> _Directions_: Find each line below that includes "Give", then copy it.

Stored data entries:
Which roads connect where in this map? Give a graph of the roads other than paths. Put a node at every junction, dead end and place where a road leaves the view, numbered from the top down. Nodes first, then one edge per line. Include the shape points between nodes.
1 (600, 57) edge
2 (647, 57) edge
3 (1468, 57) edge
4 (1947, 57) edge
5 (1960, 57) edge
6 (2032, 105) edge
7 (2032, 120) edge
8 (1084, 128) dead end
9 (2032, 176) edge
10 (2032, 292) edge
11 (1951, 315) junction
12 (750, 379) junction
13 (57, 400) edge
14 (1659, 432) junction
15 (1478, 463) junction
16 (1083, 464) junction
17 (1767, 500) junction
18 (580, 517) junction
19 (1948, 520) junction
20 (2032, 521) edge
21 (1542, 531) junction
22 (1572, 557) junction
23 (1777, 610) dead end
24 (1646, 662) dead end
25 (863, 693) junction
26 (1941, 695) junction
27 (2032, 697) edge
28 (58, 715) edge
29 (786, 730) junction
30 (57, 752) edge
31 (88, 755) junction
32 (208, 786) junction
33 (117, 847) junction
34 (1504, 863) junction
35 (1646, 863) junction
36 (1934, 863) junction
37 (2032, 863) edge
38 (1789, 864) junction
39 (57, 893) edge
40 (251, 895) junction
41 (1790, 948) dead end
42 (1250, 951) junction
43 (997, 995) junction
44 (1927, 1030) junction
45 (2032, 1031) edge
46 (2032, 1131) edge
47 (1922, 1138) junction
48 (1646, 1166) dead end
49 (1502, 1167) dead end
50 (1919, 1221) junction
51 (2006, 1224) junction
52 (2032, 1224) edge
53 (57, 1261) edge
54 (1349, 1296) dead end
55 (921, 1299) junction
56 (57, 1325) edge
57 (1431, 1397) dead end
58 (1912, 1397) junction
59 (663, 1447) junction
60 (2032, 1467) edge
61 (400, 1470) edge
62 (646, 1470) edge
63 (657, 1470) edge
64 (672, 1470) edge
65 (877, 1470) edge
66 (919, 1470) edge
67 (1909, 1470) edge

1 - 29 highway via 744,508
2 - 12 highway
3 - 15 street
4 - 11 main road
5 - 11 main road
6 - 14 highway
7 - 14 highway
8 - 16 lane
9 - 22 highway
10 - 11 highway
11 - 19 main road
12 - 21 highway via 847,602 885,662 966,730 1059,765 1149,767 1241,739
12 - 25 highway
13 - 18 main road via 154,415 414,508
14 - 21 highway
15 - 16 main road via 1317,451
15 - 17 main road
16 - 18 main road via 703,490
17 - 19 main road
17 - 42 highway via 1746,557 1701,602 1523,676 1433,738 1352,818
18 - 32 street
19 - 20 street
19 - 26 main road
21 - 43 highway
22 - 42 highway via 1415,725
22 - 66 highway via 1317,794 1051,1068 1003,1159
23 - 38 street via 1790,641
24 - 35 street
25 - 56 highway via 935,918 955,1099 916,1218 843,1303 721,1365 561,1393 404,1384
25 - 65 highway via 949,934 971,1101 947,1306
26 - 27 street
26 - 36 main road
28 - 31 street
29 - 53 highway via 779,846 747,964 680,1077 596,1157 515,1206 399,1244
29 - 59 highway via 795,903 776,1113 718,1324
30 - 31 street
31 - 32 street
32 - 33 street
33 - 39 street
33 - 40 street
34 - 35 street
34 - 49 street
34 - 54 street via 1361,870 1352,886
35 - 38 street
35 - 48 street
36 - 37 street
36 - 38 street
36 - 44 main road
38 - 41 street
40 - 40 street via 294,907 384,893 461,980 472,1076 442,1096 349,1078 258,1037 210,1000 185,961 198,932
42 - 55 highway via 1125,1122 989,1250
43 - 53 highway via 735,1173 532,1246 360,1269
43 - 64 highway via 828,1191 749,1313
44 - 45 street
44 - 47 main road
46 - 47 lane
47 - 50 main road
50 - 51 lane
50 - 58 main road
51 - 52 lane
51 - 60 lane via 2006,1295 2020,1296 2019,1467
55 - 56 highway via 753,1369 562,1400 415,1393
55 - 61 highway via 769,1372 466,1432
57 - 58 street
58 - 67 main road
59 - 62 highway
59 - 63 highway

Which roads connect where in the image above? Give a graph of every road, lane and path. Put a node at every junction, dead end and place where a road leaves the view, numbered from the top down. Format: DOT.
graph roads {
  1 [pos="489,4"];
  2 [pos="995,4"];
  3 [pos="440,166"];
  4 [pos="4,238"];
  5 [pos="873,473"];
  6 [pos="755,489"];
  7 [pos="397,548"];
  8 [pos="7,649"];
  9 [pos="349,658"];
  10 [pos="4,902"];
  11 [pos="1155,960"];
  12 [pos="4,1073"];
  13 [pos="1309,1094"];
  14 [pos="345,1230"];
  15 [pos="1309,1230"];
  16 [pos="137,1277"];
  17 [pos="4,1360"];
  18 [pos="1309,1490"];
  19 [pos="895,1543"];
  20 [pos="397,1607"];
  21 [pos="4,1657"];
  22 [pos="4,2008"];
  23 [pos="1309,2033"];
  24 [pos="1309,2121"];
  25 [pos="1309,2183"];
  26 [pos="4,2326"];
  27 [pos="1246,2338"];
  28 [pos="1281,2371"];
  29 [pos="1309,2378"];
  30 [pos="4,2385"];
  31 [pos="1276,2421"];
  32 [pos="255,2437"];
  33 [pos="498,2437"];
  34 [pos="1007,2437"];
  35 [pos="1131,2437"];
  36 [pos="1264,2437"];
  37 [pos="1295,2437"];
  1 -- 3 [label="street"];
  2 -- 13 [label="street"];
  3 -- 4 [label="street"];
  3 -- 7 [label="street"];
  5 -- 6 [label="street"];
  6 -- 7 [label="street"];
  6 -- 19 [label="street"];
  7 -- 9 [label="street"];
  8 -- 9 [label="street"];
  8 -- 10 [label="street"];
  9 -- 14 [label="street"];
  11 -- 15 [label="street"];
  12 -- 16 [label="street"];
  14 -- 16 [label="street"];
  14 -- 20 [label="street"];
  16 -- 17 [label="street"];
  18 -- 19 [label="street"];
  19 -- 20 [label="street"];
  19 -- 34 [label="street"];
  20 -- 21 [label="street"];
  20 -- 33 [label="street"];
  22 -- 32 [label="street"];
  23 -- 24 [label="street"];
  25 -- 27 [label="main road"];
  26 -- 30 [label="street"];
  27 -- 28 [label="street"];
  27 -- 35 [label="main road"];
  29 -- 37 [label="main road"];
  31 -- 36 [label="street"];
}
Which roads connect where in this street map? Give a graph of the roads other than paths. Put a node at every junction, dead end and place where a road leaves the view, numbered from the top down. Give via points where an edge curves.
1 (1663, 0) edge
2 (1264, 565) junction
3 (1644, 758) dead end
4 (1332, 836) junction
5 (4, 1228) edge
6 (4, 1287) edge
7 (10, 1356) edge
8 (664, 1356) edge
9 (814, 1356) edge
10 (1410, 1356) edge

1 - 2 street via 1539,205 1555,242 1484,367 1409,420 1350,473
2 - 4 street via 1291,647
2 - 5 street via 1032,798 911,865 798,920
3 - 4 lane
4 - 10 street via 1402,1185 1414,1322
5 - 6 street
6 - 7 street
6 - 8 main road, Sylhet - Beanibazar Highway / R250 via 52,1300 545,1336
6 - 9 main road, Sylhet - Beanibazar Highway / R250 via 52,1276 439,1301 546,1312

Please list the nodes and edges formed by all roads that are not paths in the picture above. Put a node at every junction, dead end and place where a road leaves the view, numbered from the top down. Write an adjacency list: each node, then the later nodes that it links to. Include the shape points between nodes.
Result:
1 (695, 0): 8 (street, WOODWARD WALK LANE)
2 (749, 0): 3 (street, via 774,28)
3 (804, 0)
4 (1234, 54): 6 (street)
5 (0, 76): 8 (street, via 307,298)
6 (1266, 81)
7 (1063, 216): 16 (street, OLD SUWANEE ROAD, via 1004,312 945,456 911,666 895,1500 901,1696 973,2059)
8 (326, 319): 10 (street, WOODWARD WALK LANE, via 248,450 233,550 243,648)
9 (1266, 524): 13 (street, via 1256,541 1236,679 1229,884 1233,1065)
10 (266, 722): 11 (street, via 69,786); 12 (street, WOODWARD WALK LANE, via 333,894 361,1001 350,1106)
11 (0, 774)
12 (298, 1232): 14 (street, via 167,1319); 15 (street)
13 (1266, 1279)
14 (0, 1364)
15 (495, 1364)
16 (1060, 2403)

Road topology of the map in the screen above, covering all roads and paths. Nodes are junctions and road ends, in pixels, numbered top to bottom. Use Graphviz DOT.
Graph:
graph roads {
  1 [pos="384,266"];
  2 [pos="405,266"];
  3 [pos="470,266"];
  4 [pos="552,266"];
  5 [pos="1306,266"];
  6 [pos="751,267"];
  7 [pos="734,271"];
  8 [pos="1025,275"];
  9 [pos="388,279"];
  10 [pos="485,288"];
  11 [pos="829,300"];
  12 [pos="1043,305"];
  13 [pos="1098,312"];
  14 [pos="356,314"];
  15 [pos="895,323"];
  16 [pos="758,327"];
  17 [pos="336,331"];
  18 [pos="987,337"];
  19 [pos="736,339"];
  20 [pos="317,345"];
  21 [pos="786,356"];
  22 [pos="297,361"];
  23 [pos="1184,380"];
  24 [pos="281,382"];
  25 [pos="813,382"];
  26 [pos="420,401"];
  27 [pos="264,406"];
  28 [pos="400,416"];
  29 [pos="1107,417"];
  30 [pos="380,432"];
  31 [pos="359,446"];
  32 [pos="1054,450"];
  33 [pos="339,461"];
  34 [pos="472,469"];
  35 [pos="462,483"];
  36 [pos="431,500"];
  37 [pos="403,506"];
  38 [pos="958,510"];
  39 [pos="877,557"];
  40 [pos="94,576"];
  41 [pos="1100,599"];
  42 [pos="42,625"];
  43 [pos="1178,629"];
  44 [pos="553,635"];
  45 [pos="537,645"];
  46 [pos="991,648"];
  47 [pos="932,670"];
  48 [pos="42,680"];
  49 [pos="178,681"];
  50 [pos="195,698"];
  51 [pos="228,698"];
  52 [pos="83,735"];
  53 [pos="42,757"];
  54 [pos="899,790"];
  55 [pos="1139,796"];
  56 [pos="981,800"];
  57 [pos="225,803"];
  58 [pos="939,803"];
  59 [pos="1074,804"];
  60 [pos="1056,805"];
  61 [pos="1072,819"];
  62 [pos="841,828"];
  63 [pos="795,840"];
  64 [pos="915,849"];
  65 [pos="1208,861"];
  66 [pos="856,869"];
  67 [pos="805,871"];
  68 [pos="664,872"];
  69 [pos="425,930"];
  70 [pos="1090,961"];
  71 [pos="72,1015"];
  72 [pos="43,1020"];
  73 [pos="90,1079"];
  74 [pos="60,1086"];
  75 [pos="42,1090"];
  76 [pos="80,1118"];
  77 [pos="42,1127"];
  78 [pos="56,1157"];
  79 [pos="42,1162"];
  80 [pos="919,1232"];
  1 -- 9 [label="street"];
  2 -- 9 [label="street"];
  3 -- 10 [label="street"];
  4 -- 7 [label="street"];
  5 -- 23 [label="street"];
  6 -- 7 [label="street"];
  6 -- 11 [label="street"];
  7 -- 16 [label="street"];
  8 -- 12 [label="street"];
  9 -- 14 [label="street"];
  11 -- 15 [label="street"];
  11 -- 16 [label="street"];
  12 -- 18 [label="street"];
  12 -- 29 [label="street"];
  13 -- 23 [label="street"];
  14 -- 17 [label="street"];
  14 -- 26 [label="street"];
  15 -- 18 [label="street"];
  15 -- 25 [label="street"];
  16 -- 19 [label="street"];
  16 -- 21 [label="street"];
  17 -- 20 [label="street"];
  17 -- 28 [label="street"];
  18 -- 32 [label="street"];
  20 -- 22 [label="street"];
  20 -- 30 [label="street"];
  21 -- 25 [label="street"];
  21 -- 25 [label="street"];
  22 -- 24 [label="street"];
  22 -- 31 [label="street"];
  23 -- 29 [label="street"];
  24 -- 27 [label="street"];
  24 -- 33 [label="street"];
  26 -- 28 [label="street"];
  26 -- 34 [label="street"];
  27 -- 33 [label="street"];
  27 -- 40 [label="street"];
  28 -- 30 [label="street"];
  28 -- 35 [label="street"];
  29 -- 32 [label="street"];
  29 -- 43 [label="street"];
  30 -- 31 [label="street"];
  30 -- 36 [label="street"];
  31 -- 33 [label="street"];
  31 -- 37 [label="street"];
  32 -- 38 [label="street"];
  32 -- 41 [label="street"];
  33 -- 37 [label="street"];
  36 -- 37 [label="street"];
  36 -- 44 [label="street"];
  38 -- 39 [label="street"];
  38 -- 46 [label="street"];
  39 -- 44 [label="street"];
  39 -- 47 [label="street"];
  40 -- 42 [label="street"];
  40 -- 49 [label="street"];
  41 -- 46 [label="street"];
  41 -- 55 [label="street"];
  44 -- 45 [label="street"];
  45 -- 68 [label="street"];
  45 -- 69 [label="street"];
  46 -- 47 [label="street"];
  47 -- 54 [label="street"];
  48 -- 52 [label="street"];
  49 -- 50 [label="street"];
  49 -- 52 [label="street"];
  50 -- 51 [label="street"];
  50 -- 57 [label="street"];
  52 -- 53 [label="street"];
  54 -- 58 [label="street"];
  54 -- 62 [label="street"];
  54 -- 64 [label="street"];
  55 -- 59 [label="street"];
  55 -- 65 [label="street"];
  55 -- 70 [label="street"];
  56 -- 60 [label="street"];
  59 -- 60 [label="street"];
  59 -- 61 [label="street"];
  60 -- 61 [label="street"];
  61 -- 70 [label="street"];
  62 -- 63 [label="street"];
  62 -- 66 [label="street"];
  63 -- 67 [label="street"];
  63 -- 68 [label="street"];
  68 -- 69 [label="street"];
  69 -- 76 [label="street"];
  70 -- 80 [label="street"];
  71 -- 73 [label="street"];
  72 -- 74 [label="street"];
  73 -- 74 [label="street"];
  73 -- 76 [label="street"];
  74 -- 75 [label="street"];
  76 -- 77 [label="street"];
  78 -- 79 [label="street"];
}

> _Answer section_:
Which roads connect where in this map? Give a graph of the roads other than paths. Put a node at every junction, dead end and place where a road leaves the view, numbered from the top down. Nodes first, then one edge per line. Include the shape points between nodes.
Which roads connect where in the image above? Give a graph of every road, lane and path. Put a node at every junction, dead end and place where a road leaves the view, numbered from the top down. Format: DOT.
Which roads connect where in this street map? Give a graph of the roads other than paths. Put a node at every junction, dead end and place where a road leaves the view, numbered from the top down. Give via points where an edge curves.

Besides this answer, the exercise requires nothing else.